Le séminaire a souhaité que les partis politiques des pays africains envoient des délégations à la Conférence
de Libreville pour la poursuite de ce dialogue.
IV.– LES IMPLICATIONS ÉCONOMIQUES DE LA DÉMOCRATISATION EN AFRIQUE
La dévaluation du franc CFA, la réduction de l’aide publique au développement, le surendettement de l’Afrique,
l’évolution non maîtrisée des cours des matières premières constituent des entraves graves au processus de démocratisation de l’Afrique.
L’Union économique UEMOA qui vit présentement des balbutiements n’a pas encore donné les résultats
escomptés, mais impose sa souveraineté aux pouvoirs politiques locaux. Or, elle est un maillon essentiel de l’intégration économique sous-régionale. Des institutions, dans certains pays ont pris en compte des priorités dans le
domaine de la santé, du travail, de l’environnement, de l’éducation, de la redistribution des richesses, etc.
Les régimes politiques ne représentent pas toujours les intérêts populaires parce que tout simplement ces
régimes ne sont pas des pouvoirs démocratiques.
Une politique fiscale adaptée doit être trouvée pour permettre une relance de l’investissement afin que les
entreprises puissent créer des emplois ( le droit au travail est un élément de la démocratie).
Aussi, il est suggéré une réunion de la politique du crédit dans nos pays pour faciliter l’accès au crédit en abaissant les taux d’intérêt.

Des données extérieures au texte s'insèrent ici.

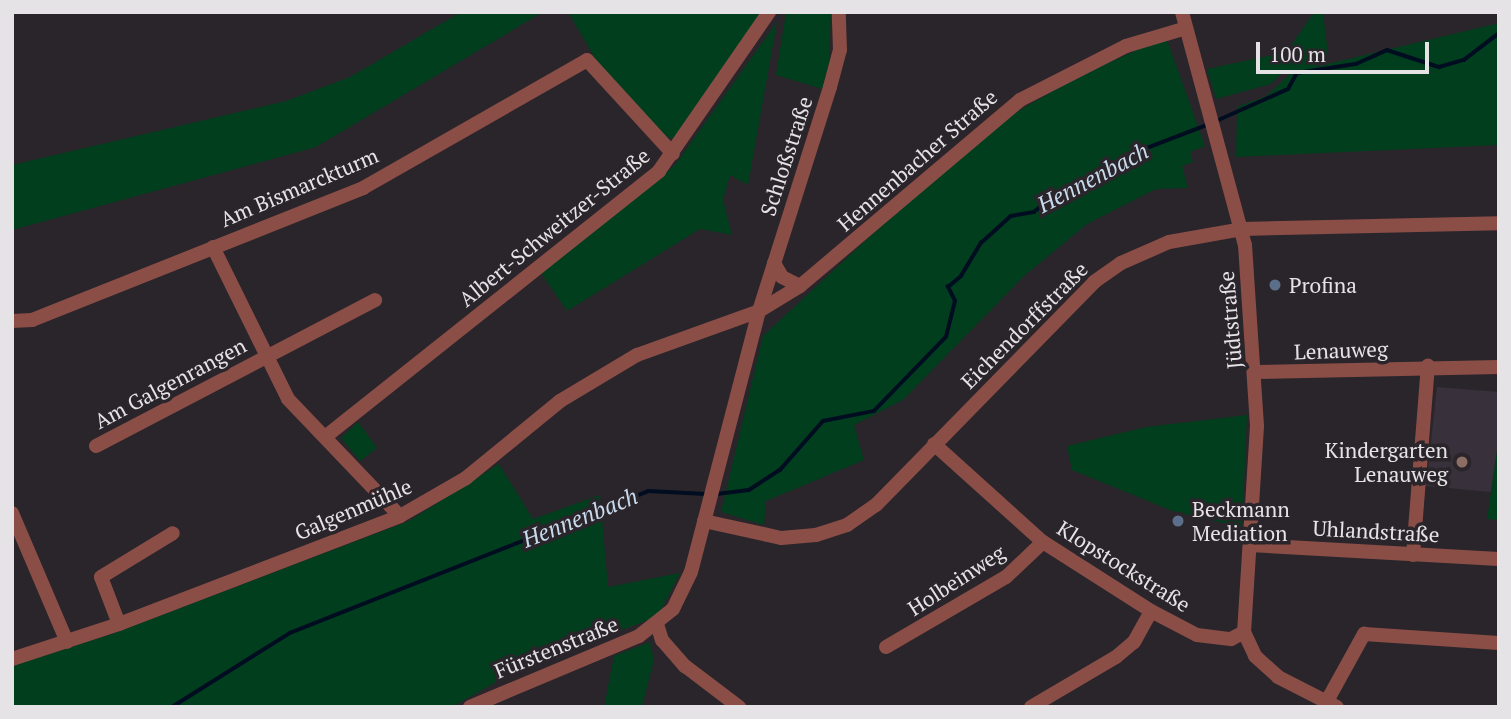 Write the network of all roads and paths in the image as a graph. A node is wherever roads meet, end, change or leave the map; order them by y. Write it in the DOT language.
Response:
graph roads {
  1 [pos="769,12"];
  2 [pos="839,12"];
  3 [pos="1182,12"];
  4 [pos="1183,29"];
  5 [pos="673,154"];
  6 [pos="1499,223"];
  7 [pos="1242,229"];
  8 [pos="213,247"];
  9 [pos="774,263"];
  10 [pos="800,286"];
  11 [pos="375,300"];
  12 [pos="759,311"];
  13 [pos="12,321"];
  14 [pos="265,356"];
  15 [pos="1428,366"];
  16 [pos="1499,367"];
  17 [pos="1256,372"];
  18 [pos="325,436"];
  19 [pos="934,444"];
  20 [pos="96,446"];
  21 [pos="12,513"];
  22 [pos="400,516"];
  23 [pos="704,521"];
  24 [pos="173,533"];
  25 [pos="1043,542"];
  26 [pos="1250,545"];
  27 [pos="1413,555"];
  28 [pos="1499,559"];
  29 [pos="1151,611"];
  30 [pos="119,624"];
  31 [pos="657,624"];
  32 [pos="1244,632"];
  33 [pos="67,642"];
  34 [pos="1499,643"];
  35 [pos="886,647"];
  36 [pos="12,659"];
  37 [pos="1332,704"];
  38 [pos="470,707"];
  39 [pos="739,707"];
  40 [pos="1031,707"];
  1 -- 5 [label="street, Albert-Schweitzer-Straße"];
  2 -- 9 [label="street, Schloßstraße"];
  3 -- 4 [label="street, Jüdtstraße"];
  4 -- 7 [label="street, Jüdtstraße"];
  4 -- 10 [label="street, Hennenbacher Straße"];
  5 -- 8 [label="street, Am Bismarckturm"];
  5 -- 18 [label="street, Albert-Schweitzer-Straße"];
  6 -- 7 [label="street, Eichendorffstraße"];
  7 -- 17 [label="street, Jüdtstraße"];
  7 -- 19 [label="street, Eichendorffstraße"];
  8 -- 13 [label="street, Am Bismarckturm"];
  8 -- 14 [label="street"];
  9 -- 10 [label="street"];
  9 -- 12 [label="street, Schloßstraße"];
  10 -- 12 [label="street, Hennenbacher Straße"];
  11 -- 14 [label="street, Am Galgenrangen"];
  12 -- 22 [label="street, Galgenmühle"];
  12 -- 23 [label="street"];
  14 -- 18 [label="street"];
  14 -- 20 [label="street, Am Galgenrangen"];
  15 -- 16 [label="street, Lenauweg"];
  15 -- 17 [label="street, Lenauweg"];
  15 -- 27 [label="street"];
  17 -- 26 [label="street, Jüdtstraße"];
  18 -- 22 [label="street"];
  19 -- 23 [label="street, Eichendorffstraße"];
  19 -- 25 [label="street, Klopstockstraße"];
  21 -- 33 [label="street"];
  22 -- 30 [label="street, Galgenmühle"];
  23 -- 31 [label="street"];
  24 -- 30 [label="street"];
  25 -- 29 [label="street, Klopstockstraße"];
  25 -- 35 [label="street, Holbeinweg"];
  26 -- 27 [label="street, Uhlandstraße"];
  26 -- 32 [label="street, Jüdtstraße"];
  27 -- 28 [label="street, Uhlandstraße"];
  29 -- 32 [label="street, Klopstockstraße"];
  29 -- 40 [label="street"];
  30 -- 33 [label="street, Galgenmühle"];
  31 -- 38 [label="street, Fürstenstraße"];
  31 -- 39 [label="street"];
  32 -- 37 [label="street"];
  33 -- 36 [label="street, Galgenmühle"];
  34 -- 37 [label="street"];
}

Le crédit coûte cher et empêche notre décollage industriel. C’est dire que les droits sociaux
et économiques sont à prendre en considération pour que les États africains puissent sortir de l’ornière.

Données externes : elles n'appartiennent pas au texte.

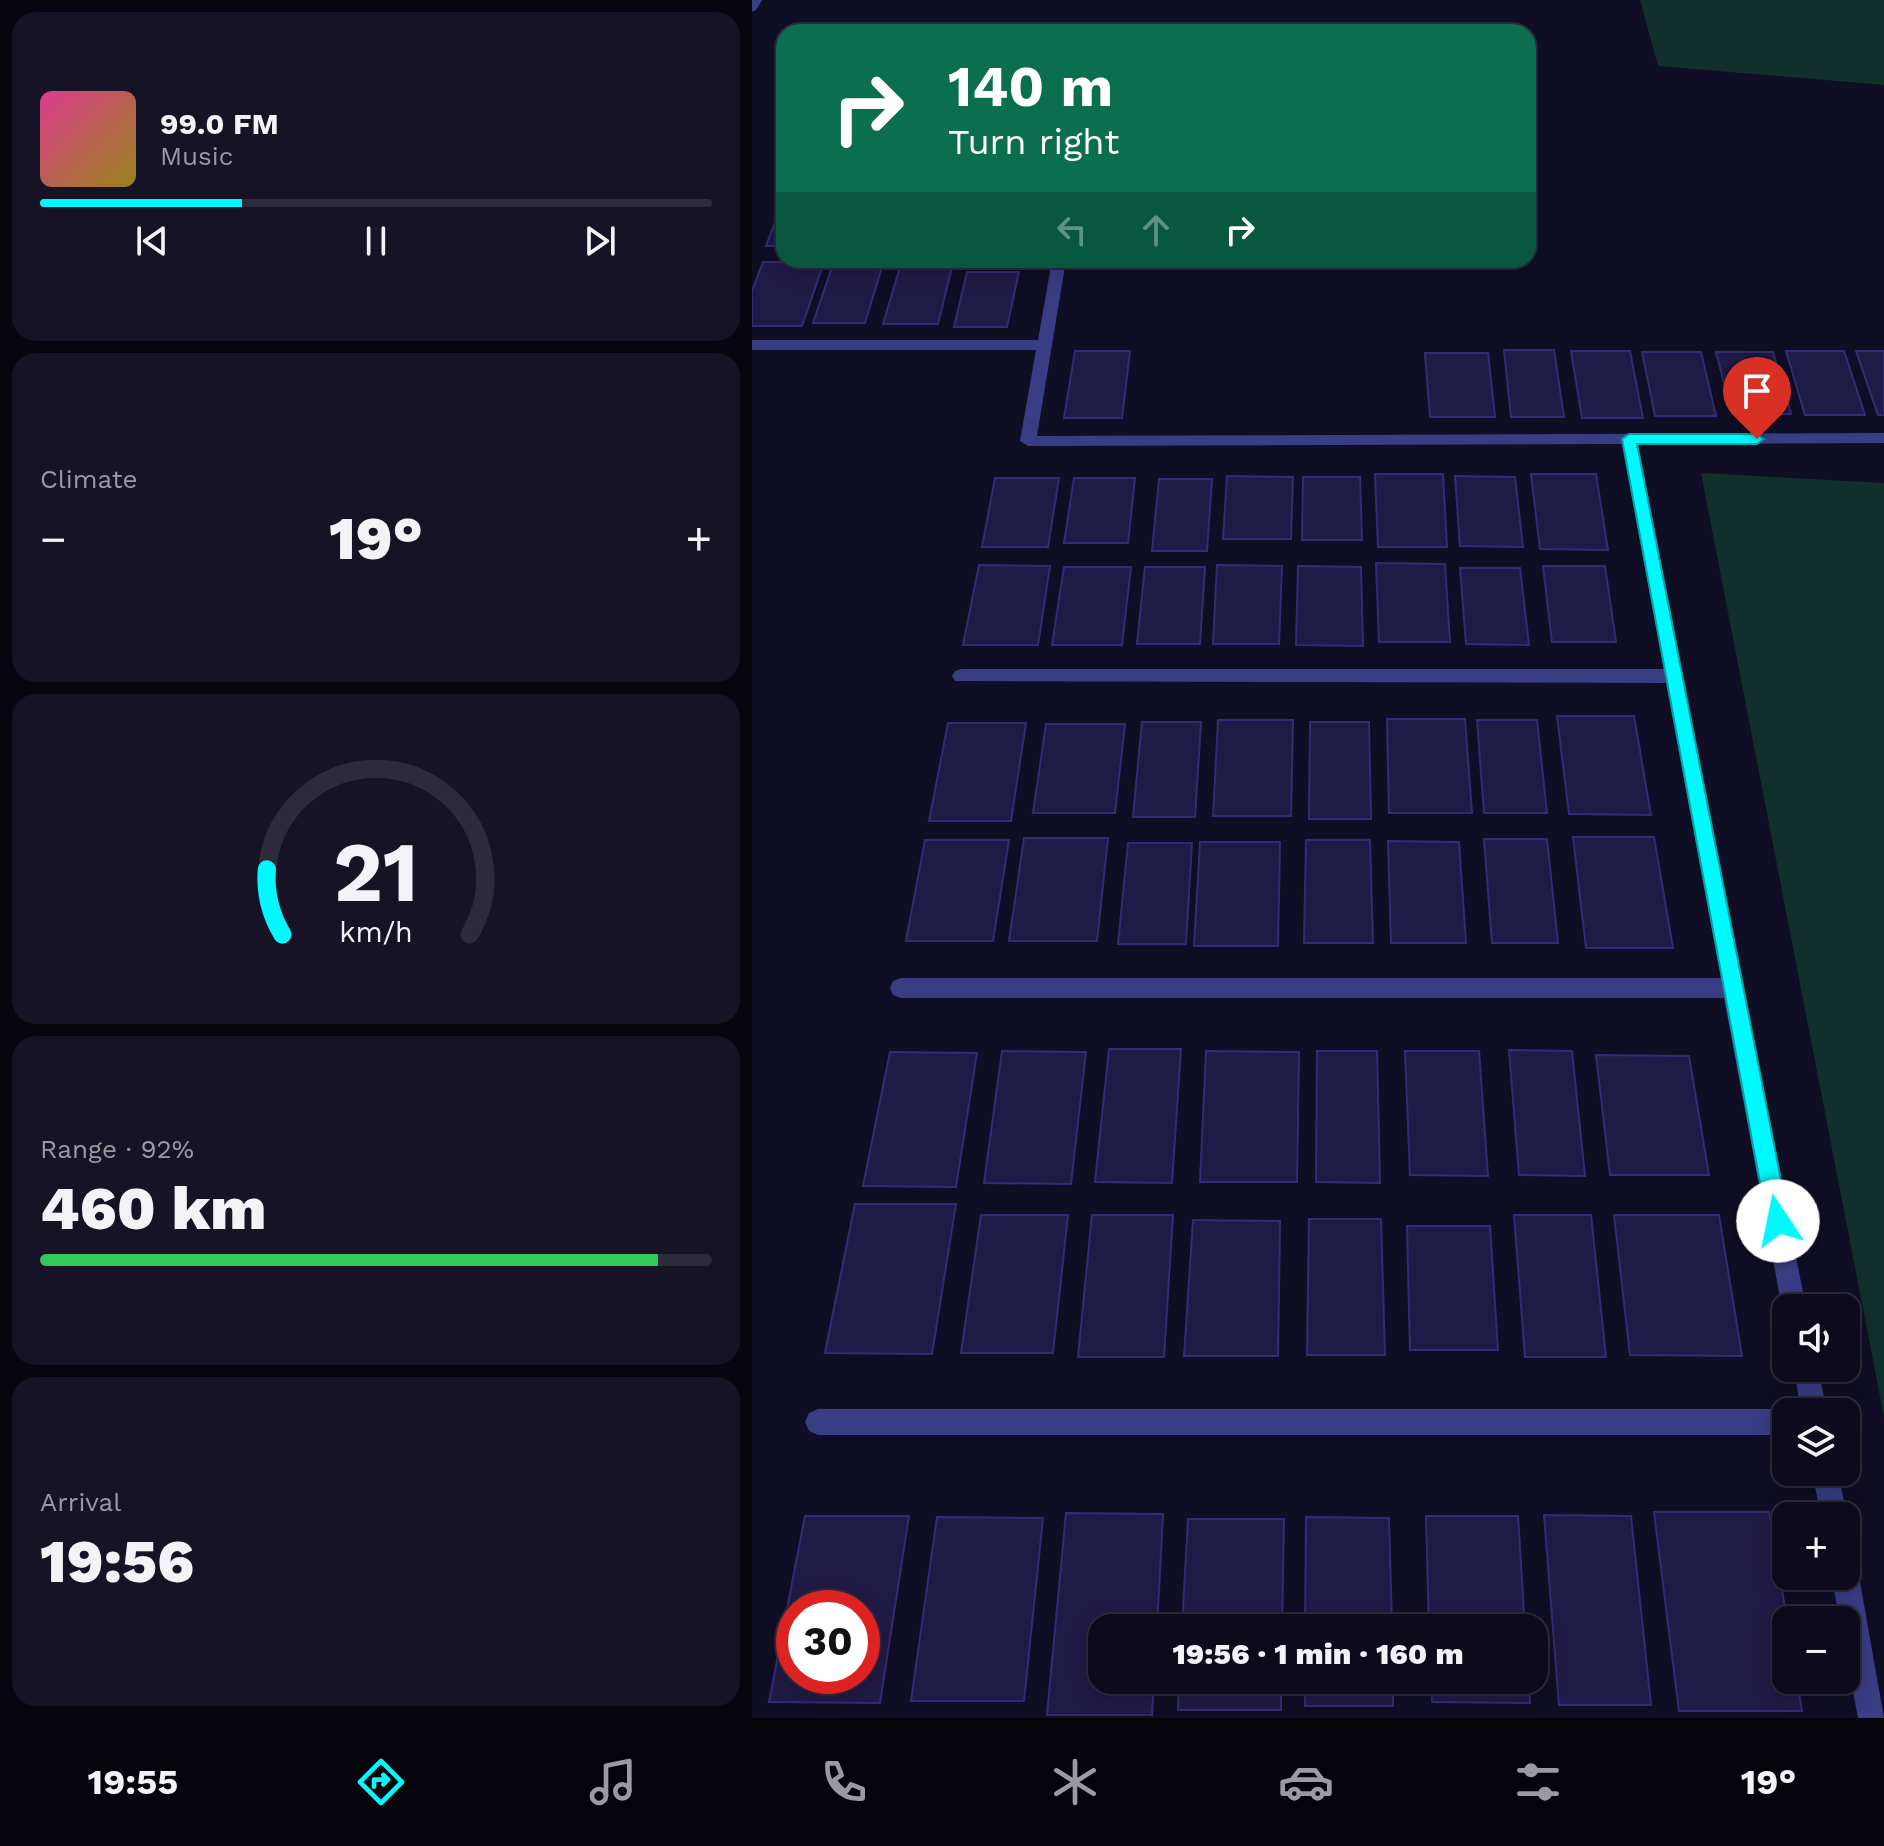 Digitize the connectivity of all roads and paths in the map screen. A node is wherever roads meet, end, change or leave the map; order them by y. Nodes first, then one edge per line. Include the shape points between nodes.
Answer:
1 (756, 0) edge
2 (752, 8) edge
3 (1058, 268) edge
4 (752, 345) edge
5 (1044, 345) junction
6 (1884, 438) edge
7 (1629, 439) junction
8 (961, 676) dead end
9 (1674, 676) junction
10 (901, 988) dead end
11 (1734, 988) junction
12 (1791, 1294) edge
13 (818, 1422) dead end
14 (1772, 1422) edge
15 (1848, 1590) edge
16 (1872, 1718) edge

1 - 2 street
3 - 5 street
4 - 5 street
5 - 7 street via 1028,441
6 - 7 street
7 - 9 street
8 - 9 street
9 - 11 street
10 - 11 street
11 - 12 street
13 - 14 street
15 - 16 street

Ce séminaire-atelier a permis des échanges fructueux des expériences et évoqué des possibilités d’échanges
d’informations et d’outils de travail pour nos Parlements.

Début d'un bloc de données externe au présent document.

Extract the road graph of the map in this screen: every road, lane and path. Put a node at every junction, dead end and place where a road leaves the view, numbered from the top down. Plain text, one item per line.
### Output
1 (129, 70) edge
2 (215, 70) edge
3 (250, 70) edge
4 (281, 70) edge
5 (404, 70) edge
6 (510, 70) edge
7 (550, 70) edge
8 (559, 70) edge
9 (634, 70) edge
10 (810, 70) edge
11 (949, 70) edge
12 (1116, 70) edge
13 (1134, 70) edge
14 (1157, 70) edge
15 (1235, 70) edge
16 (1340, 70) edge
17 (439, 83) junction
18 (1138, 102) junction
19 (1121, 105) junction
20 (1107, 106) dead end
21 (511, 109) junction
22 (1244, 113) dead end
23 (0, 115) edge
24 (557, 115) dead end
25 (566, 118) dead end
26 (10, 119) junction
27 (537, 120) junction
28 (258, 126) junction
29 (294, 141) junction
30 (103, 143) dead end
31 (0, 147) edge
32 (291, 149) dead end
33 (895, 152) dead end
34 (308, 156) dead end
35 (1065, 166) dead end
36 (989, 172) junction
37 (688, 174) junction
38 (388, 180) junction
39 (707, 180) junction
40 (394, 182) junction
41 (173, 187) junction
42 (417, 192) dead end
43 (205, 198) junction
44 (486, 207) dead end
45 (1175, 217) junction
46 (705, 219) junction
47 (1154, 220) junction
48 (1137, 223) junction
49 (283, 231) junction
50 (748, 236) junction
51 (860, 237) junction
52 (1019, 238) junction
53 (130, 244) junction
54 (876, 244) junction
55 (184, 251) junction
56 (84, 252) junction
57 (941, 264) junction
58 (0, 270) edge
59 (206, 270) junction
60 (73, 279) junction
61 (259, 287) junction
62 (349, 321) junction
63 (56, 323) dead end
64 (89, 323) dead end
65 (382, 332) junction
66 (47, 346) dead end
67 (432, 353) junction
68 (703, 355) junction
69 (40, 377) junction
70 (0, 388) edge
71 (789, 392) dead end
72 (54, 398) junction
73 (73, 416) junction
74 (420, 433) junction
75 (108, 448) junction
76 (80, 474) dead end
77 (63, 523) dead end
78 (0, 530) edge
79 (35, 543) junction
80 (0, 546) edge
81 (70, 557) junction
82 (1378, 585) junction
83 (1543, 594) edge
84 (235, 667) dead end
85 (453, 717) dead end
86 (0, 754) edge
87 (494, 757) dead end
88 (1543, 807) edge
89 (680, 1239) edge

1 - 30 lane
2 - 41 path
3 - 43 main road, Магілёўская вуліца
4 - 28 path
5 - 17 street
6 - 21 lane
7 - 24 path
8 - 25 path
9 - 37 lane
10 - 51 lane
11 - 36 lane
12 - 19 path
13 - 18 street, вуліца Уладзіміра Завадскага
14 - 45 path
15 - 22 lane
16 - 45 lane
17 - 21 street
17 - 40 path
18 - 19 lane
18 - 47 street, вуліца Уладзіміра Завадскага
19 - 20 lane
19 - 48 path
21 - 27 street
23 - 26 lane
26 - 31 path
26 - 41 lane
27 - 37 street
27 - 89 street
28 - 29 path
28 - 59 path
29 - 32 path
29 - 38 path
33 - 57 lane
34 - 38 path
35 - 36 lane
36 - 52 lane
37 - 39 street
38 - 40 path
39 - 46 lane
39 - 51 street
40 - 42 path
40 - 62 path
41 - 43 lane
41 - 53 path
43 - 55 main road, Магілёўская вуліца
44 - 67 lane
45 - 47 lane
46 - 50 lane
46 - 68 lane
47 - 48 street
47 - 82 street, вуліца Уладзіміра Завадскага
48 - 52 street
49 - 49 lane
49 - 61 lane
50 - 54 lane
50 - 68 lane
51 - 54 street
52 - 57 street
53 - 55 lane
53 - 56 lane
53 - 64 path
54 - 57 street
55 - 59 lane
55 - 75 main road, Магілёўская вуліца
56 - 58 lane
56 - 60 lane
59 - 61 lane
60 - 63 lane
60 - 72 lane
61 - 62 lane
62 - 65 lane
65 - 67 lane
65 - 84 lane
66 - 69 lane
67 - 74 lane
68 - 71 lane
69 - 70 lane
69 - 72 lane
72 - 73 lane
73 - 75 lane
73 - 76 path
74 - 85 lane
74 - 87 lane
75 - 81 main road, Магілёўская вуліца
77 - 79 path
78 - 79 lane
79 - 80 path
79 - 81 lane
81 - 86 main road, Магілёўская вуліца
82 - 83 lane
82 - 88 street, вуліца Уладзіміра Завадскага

Au terme de ces travaux, les participants ont tenu à remercier les organisateurs de cette rencontre, à savoir
l’OPAD, les bailleurs de fonds et les différents conférenciers. Cette rencontre a permis des échanges utiles pour la
poursuite de la démocratisation en Afrique.
La séance de clôture s’est tenue le vendredi 26 janvier 1996, à 10 heures, au siège de l’OPAD en présence des
participants, de plusieurs représentants de partis politiques togolais et de membres du corps diplomatique accrédités à Lomé. Elle a été marquée par la présentation du rapport de synthèse par le rapporteur général, le professeur
Falilou Diallo, et par le discours de clôture de Maître Djovi Gally, président de l’OPAD.